O pré-candidato a deputado estadual Thiago Virgílio (Podemos) afirmou nesta quinta-feira (4) que participou das reuniões que definiram a retirada de espaços políticos de quem não caminhou dentro do projeto do grupo que comanda a Prefeitura de Campos. A declaração foi feita nas redes sociais nesta manhã em meio à crise aberta após o rompimento com os vereadores Leon Gomes (PDT) e Marquinho do Transporte (DC) da base governista. Mais de 70 exonerações feitas pelo prefeito Frederico Paes (MDB) tiveram ligação direta com as Eleições 2026.
Segundo Thiago, a decisão não foi individual e envolveu diretamente as principais lideranças do grupo político. Ele disse que participou das reuniões e votou a favor da medida. “Foi decidido que quem não caminhasse dentro desse projeto perderia espaço dentro da máquina, dentro da prefeitura. Isso é política”, afirmou.

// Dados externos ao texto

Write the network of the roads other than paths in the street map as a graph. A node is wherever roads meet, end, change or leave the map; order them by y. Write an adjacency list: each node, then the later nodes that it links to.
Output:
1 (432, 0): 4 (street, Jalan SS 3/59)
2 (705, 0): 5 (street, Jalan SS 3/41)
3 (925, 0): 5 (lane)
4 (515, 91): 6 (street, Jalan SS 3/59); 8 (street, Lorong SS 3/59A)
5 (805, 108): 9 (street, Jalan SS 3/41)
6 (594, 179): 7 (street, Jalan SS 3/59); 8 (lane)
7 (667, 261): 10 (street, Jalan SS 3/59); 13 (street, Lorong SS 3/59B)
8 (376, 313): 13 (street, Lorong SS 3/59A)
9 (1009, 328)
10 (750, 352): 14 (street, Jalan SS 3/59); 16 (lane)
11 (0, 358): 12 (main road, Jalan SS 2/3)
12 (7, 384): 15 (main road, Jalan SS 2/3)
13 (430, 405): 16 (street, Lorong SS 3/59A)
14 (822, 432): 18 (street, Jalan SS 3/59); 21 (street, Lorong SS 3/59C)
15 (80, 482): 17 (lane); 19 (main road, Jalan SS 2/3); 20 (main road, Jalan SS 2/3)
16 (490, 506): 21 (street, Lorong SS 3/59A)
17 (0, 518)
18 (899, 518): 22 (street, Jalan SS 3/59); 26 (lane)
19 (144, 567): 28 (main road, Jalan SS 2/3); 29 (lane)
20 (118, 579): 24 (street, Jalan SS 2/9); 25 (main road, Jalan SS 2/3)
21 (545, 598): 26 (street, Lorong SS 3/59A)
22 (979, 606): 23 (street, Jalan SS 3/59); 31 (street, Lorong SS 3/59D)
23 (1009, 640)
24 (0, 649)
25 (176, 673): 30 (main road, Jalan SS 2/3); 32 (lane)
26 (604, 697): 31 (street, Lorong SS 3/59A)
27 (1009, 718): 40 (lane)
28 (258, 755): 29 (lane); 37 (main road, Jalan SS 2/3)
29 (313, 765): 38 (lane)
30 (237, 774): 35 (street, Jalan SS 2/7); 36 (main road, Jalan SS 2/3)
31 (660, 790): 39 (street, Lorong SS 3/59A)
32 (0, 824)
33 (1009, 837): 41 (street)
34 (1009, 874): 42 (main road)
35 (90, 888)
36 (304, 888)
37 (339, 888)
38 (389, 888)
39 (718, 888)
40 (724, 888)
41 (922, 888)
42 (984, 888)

Na fala, Thiago Virgílio também citou que a decisão contou com a participação do prefeito Frederico Paes (MDB), do ex-prefeito Wladimir Garotinho (PL), além do presidente da Câmara, Fred Rangel (PP), e do líder do governo da Câmara Dudu Azevedo (Republicanos). “Outros colegas podem ficar à vontade para dizer se participaram ou não. Não dá para deixar isso no colo de uma pessoa só”, declarou.
Exonerações e eleição
A manifestação ocorre após exonerações publicadas no Diário Oficial, que atingiram cargos ligados a ambos os vereadores da base. Para Thiago, o processo foi resultado de uma decisão política coletiva, alinhada ao projeto eleitoral do grupo.
A reportagem já havia apurado (aqui) a existência de uma direção determinada na base do governo municipal para apoiar Bruno Dauaire (União) e Thiago Virgílio a deputado estadual e Wladimir para federal. Com isso, Leon acabou afastado do grupo. O J3 antecipou o anúncio de sua saída da base na sessão dessa quarta-feira (3) na Câmara.
“Com os cargos exonerados, logicamente eu entendo que estou sendo retirado da base e vou anunciar. Isso é uma forma de tirar. É uma decisão unilateral tomada por Wladimir. Essa saída se deve pelo fato de eu não retirar minha pré-candidatura e mão deixá-lo como candidatura exclusiva só dele. Gratidão abaixo de zero, após seis anos de lealdade. A escolha dele foi jogar fora quem sempre segurou sua mão. Não é sobre grupo, é sobre ego”, destacou Leon ao jornal.
Com sua pré-candidatura a deputado estadual mantida sem apoio da base governista, Marquinho do Transporte teve todo o seu grupo político exonerado da Empresa Municipal de Habitação (EMHAB).
O vereador se posicionou duramente sobre a atitude que o afastou da base de governo na Casa de Leis do município.
“Uma tremenda covardia o que foi feito. Fui com Wladimir até o final e ele jogou fora 4.232 votos, porque mandou o meu grupo todo embora. Eles decidiram que quem não apoiasse os candidatos da máquina, estaria fora do governo. Não tive sequer a chance de me posicionar. Então, hoje eu vim falar aqui no plenário: todos vocês que foram mandados embora da Prefeitura, saibam que os culpados são Wladimir e os candidatos da base”, destacou Marquinho. E acrescentou:
“Pois bem, hoje eu mantenho minha candidatura, mas fora da base. Acho que na verdade a máquina nunca me aceitou”, finalizou.